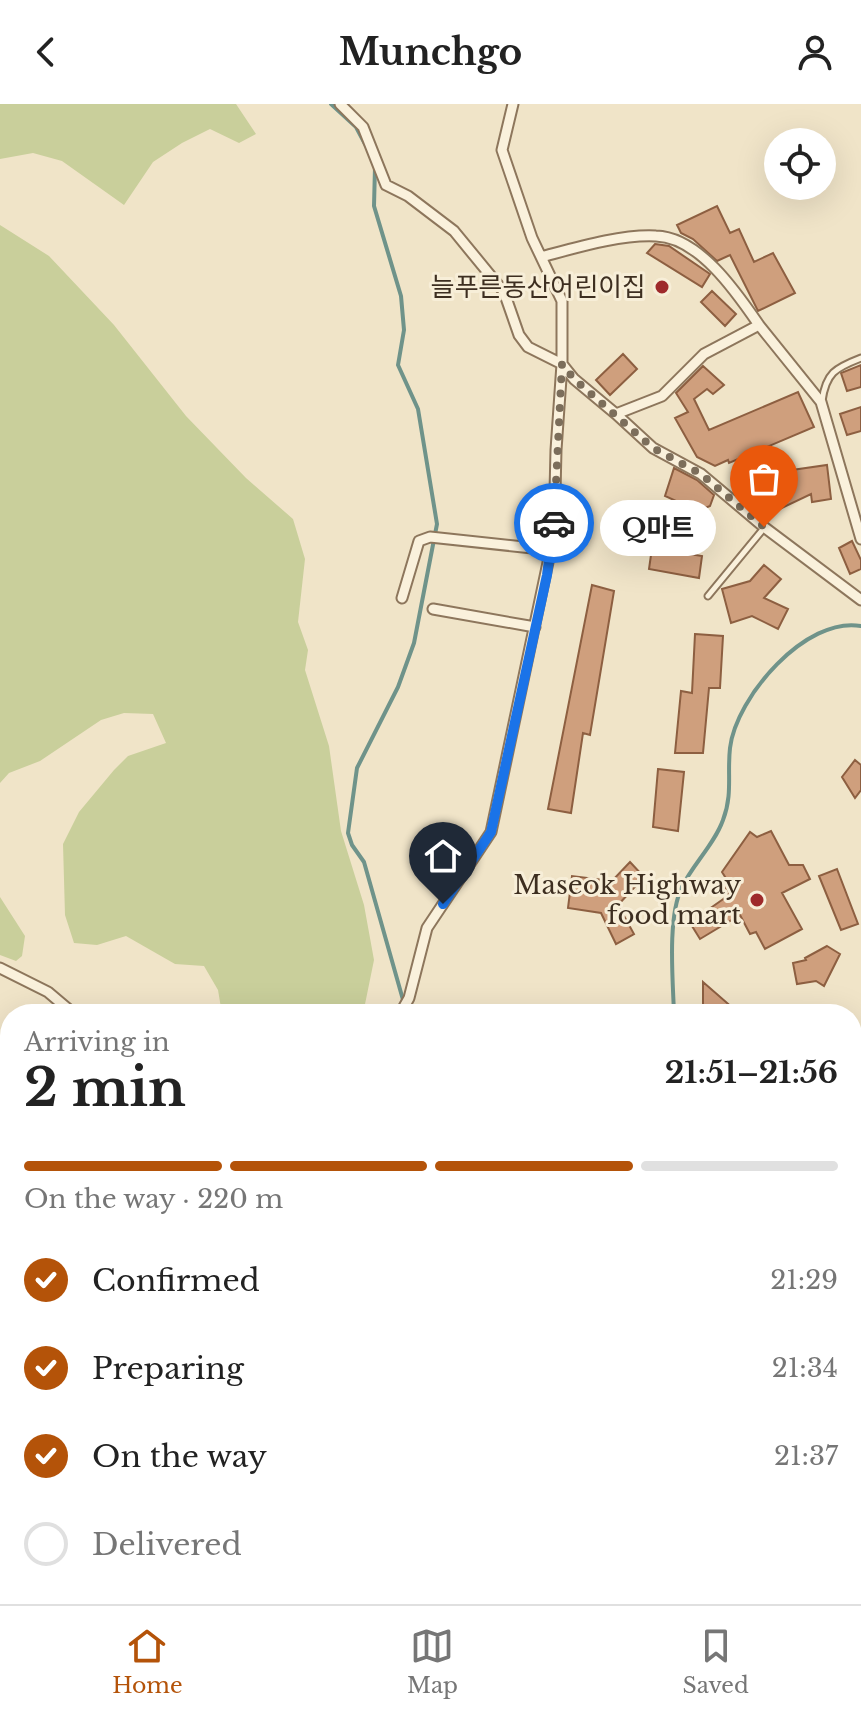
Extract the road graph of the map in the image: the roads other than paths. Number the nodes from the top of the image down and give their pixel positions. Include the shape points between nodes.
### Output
1 (340, 104) edge
2 (513, 104) edge
3 (541, 257) junction
4 (759, 325) junction
5 (861, 358) edge
6 (562, 364) junction
7 (821, 402) junction
8 (616, 414) junction
9 (764, 527) junction
10 (861, 539) edge
11 (551, 550) junction
12 (708, 596) dead end
13 (402, 598) dead end
14 (861, 600) edge
15 (433, 609) dead end
16 (535, 627) junction
17 (0, 968) edge
18 (62, 1004) edge
19 (406, 1004) edge

1 - 6 street via 363,127 386,185 454,231 504,292 528,347
2 - 3 street via 502,150
3 - 4 street via 657,235 682,242 735,289
3 - 6 street via 562,301
4 - 7 street
4 - 8 street via 704,354 662,396
5 - 7 lane via 837,368 824,383
6 - 8 street
6 - 11 street
7 - 10 street
8 - 9 street via 653,448 701,474
9 - 12 lane
9 - 14 street
11 - 13 street via 430,537 419,541
11 - 16 street
15 - 16 street
16 - 19 street via 491,832 427,928
17 - 18 street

^^^^

### Your assignment
Give the records again exactly, pictures left out.

### Task answer
Extract the road graph of the map in the image: the roads other than paths. Number the nodes from the top of the image down and give their pixel positions. Include the shape points between nodes.
### Output
1 (340, 104) edge
2 (513, 104) edge
3 (541, 257) junction
4 (759, 325) junction
5 (861, 358) edge
6 (562, 364) junction
7 (821, 402) junction
8 (616, 414) junction
9 (764, 527) junction
10 (861, 539) edge
11 (551, 550) junction
12 (708, 596) dead end
13 (402, 598) dead end
14 (861, 600) edge
15 (433, 609) dead end
16 (535, 627) junction
17 (0, 968) edge
18 (62, 1004) edge
19 (406, 1004) edge

1 - 6 street via 363,127 386,185 454,231 504,292 528,347
2 - 3 street via 502,150
3 - 4 street via 657,235 682,242 735,289
3 - 6 street via 562,301
4 - 7 street
4 - 8 street via 704,354 662,396
5 - 7 lane via 837,368 824,383
6 - 8 street
6 - 11 street
7 - 10 street
8 - 9 street via 653,448 701,474
9 - 12 lane
9 - 14 street
11 - 13 street via 430,537 419,541
11 - 16 street
15 - 16 street
16 - 19 street via 491,832 427,928
17 - 18 street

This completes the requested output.